GIVEN RECORDS Block Start

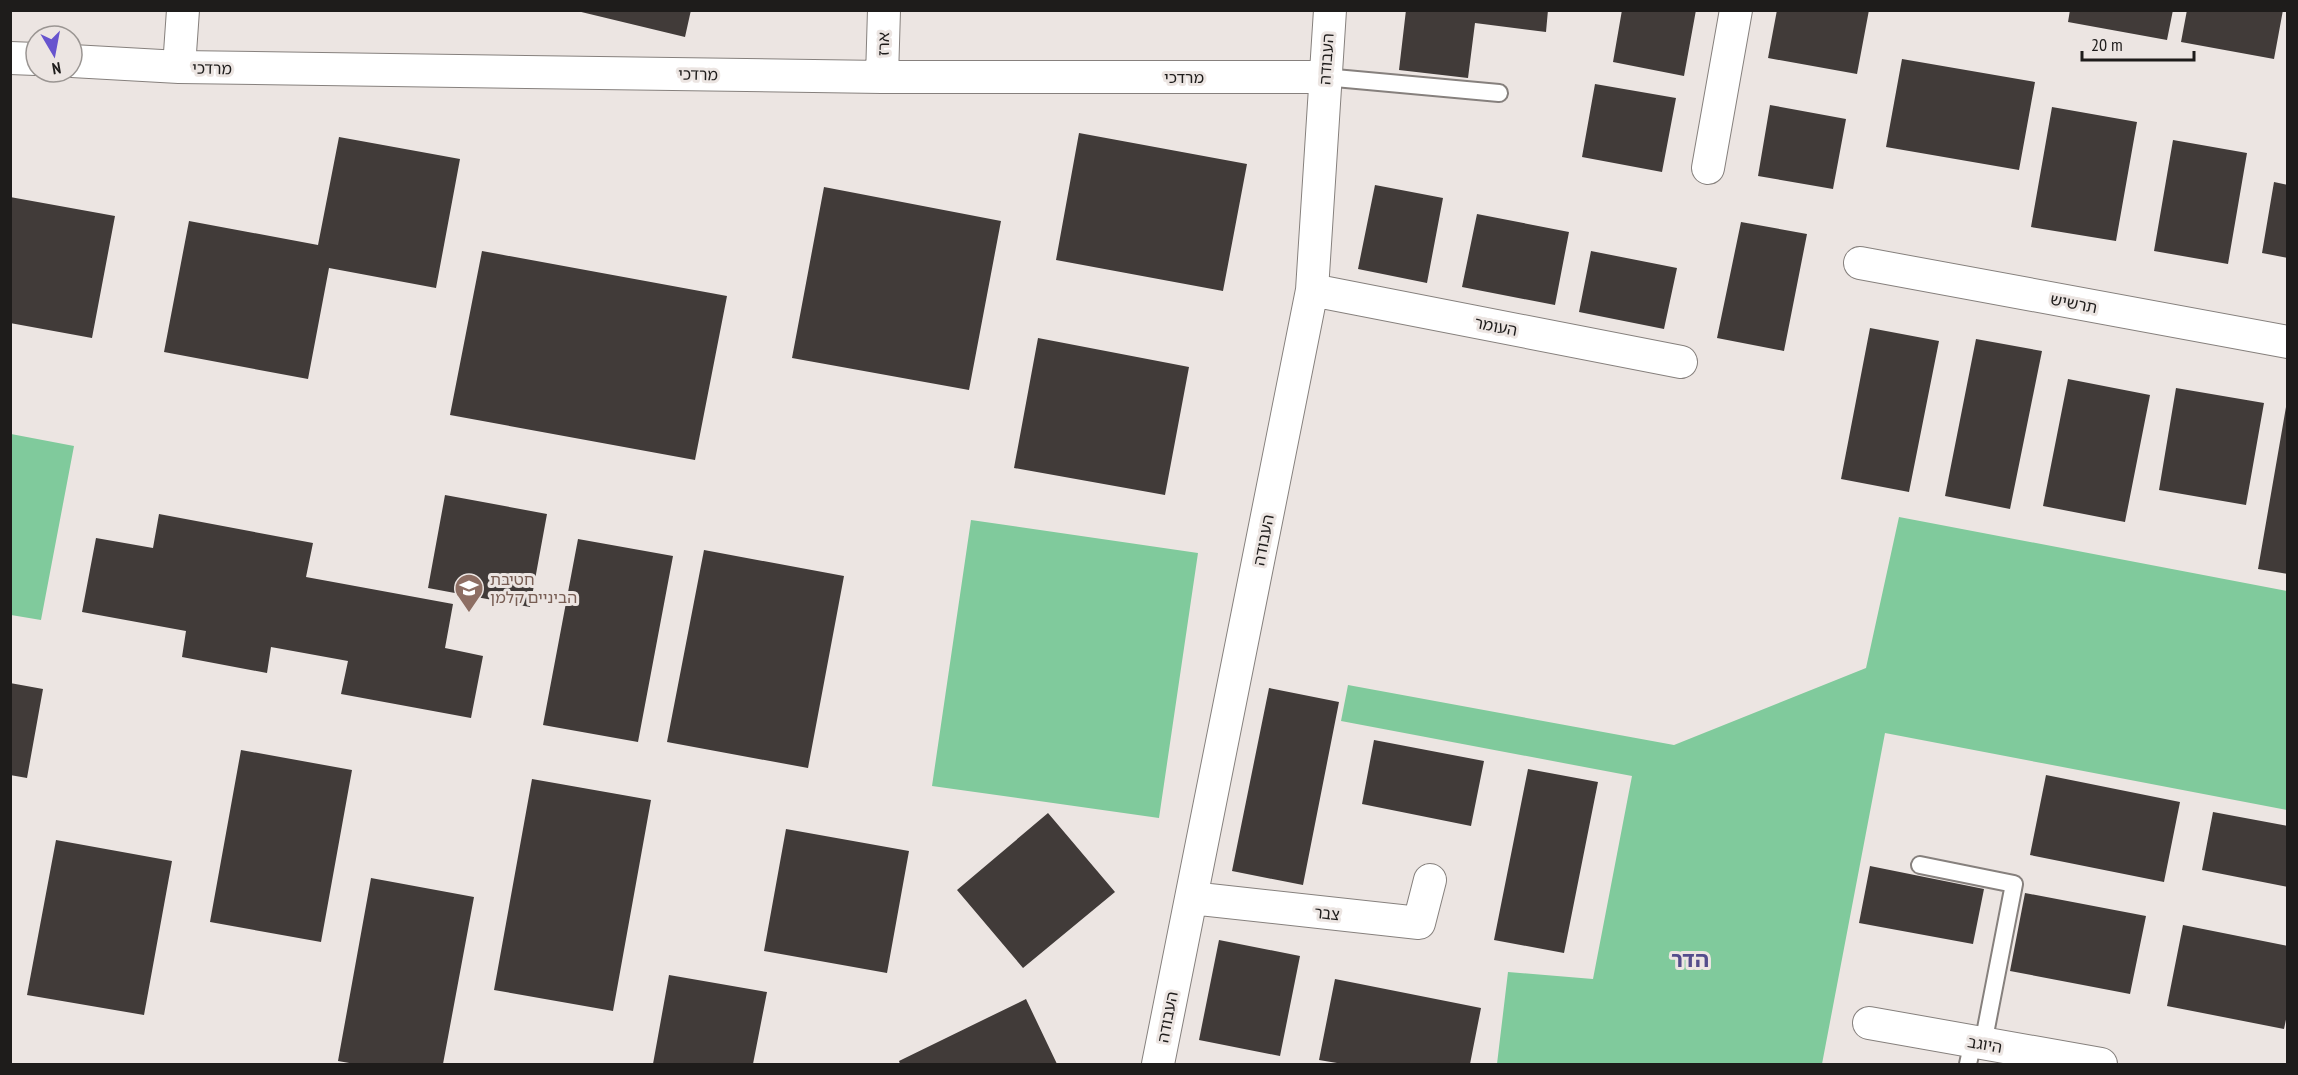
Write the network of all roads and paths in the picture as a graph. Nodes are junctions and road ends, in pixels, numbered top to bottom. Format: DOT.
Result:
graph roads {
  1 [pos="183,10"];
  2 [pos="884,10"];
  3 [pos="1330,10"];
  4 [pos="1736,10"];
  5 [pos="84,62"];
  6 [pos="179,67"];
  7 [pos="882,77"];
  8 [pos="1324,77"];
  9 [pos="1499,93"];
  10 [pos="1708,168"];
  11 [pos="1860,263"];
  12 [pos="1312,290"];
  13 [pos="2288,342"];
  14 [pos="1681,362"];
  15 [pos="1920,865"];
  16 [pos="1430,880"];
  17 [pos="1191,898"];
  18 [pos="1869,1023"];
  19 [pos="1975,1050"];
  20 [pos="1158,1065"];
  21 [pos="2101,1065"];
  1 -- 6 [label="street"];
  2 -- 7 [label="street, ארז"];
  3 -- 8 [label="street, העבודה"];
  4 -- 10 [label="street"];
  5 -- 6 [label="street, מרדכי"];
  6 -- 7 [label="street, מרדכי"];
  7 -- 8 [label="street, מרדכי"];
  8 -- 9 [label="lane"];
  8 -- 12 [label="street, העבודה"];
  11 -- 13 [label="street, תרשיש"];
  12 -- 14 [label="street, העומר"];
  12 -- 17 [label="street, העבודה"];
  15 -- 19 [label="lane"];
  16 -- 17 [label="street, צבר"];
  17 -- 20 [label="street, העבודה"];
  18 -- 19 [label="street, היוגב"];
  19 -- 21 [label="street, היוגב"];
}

GIVEN RECORDS Block End
GIVEN RECORDS Block Start

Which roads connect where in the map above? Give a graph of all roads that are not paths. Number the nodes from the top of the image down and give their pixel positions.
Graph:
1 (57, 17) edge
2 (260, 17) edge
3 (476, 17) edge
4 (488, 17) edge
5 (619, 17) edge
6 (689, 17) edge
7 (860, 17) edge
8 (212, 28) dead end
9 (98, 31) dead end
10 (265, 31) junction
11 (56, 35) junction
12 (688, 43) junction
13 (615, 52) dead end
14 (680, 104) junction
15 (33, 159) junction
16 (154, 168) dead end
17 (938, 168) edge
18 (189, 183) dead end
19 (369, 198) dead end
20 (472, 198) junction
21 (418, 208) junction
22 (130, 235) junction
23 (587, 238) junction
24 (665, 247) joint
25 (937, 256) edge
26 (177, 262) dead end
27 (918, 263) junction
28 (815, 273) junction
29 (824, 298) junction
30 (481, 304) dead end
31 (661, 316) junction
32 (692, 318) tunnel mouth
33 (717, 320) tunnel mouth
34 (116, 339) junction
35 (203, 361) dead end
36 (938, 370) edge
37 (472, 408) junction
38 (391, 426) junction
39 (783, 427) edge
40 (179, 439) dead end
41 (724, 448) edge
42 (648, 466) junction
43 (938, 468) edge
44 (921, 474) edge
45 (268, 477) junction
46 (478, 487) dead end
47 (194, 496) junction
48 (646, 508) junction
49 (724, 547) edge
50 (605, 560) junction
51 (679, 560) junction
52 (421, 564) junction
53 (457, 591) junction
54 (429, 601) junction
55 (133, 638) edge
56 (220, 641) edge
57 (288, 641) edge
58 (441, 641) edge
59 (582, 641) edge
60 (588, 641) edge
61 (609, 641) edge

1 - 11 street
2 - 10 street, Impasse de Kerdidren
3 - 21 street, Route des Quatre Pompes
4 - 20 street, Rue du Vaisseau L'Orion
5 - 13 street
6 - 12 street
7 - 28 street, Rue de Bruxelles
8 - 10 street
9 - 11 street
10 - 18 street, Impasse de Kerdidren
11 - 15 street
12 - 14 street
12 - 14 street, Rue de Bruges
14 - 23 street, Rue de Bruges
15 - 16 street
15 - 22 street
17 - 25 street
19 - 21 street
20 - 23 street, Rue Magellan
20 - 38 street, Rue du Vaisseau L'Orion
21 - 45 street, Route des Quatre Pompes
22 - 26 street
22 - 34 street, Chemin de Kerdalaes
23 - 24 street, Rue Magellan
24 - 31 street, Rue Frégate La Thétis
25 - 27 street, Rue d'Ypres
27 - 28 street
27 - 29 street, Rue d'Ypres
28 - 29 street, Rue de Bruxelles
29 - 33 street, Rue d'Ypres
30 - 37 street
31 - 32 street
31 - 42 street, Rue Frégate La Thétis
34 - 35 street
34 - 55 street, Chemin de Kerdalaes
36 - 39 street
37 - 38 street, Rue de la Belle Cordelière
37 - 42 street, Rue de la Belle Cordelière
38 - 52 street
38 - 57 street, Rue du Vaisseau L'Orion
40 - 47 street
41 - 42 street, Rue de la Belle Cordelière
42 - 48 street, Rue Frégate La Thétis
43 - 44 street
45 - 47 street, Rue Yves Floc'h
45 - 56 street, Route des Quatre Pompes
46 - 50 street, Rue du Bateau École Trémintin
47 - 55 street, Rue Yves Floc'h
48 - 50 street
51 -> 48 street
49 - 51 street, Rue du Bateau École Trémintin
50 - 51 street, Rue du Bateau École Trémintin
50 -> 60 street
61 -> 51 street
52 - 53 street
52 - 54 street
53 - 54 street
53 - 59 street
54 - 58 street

GIVEN RECORDS Block End
GIVEN RECORDS Block Start

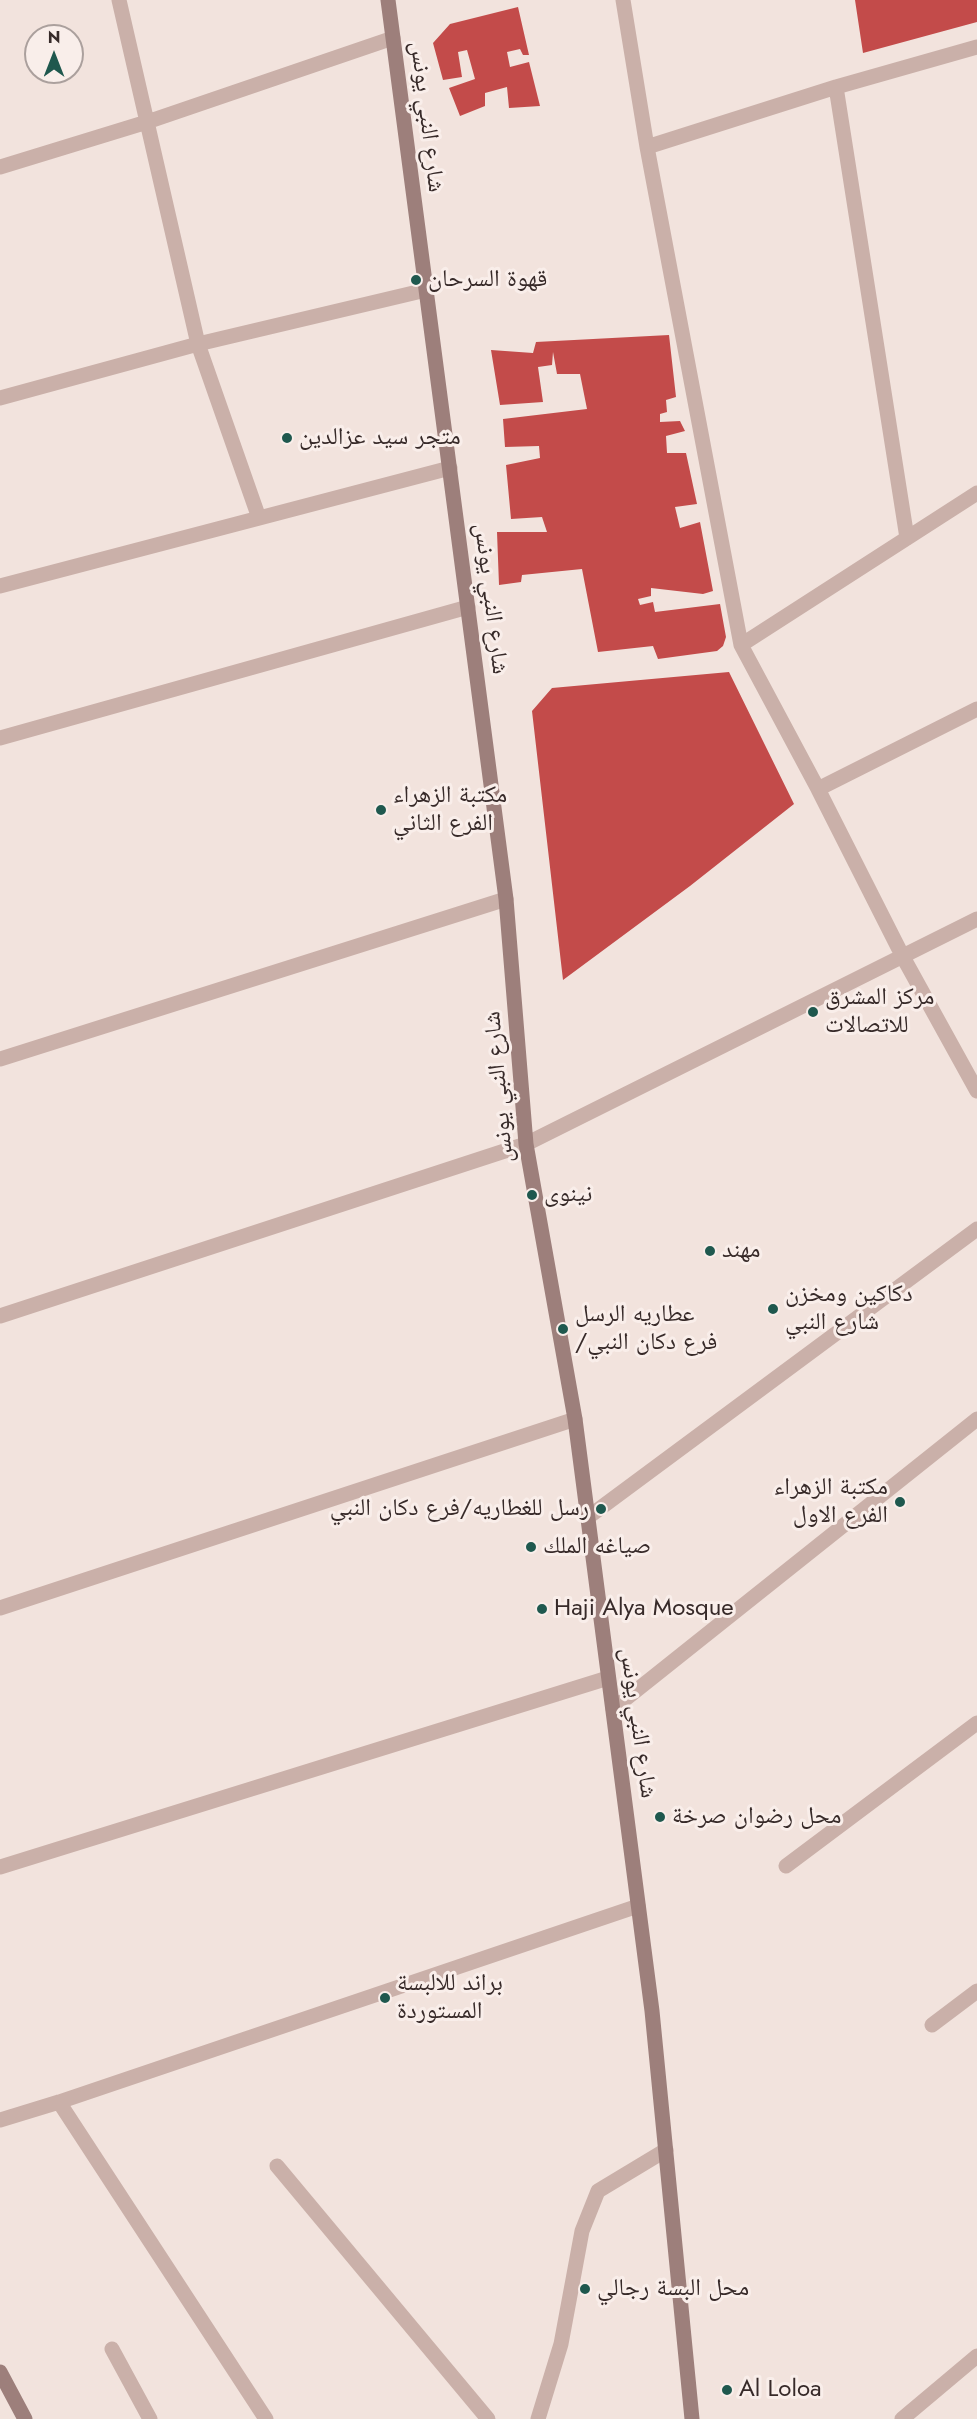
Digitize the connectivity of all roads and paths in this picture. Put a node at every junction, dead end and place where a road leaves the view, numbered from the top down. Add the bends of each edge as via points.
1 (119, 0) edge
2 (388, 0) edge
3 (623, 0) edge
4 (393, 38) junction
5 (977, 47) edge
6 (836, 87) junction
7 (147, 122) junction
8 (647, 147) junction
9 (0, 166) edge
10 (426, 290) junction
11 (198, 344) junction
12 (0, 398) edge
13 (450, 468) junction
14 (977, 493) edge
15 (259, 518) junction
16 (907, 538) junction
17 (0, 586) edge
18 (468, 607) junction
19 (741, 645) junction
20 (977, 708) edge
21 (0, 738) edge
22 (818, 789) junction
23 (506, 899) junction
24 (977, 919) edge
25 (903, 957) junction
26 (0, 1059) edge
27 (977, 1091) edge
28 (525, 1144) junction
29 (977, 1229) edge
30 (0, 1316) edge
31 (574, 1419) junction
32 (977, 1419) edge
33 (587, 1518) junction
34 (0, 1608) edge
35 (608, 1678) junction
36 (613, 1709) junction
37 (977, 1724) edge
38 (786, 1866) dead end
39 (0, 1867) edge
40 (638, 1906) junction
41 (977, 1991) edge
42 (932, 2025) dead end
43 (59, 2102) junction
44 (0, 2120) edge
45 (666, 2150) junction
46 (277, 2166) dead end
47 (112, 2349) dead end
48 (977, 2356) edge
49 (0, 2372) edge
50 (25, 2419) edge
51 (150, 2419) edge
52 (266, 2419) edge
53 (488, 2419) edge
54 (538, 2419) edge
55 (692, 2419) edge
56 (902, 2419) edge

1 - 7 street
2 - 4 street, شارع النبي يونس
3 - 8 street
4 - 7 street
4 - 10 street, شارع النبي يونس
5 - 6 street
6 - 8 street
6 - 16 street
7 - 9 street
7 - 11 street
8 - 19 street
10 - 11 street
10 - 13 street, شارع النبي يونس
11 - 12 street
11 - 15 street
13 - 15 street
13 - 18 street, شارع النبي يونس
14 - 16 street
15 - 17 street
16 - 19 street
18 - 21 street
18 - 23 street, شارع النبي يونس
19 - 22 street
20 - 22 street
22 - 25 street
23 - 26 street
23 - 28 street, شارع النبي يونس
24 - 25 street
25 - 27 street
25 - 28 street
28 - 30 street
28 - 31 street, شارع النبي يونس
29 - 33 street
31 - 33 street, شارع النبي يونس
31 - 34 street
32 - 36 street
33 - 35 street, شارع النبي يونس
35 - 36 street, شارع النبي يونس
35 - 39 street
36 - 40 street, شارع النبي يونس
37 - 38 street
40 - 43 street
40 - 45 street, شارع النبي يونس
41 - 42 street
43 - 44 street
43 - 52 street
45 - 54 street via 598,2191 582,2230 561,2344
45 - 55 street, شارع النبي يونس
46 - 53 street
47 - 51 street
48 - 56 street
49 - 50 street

GIVEN RECORDS Block End

**WHAT IS EXPECTED:**
Scan the data for lines containing "Route" and copy all of them.

**RESULT OF THIS EXERCISE:**
3 - 21 street, Route des Quatre Pompes
21 - 45 street, Route des Quatre Pompes
45 - 56 street, Route des Quatre Pompes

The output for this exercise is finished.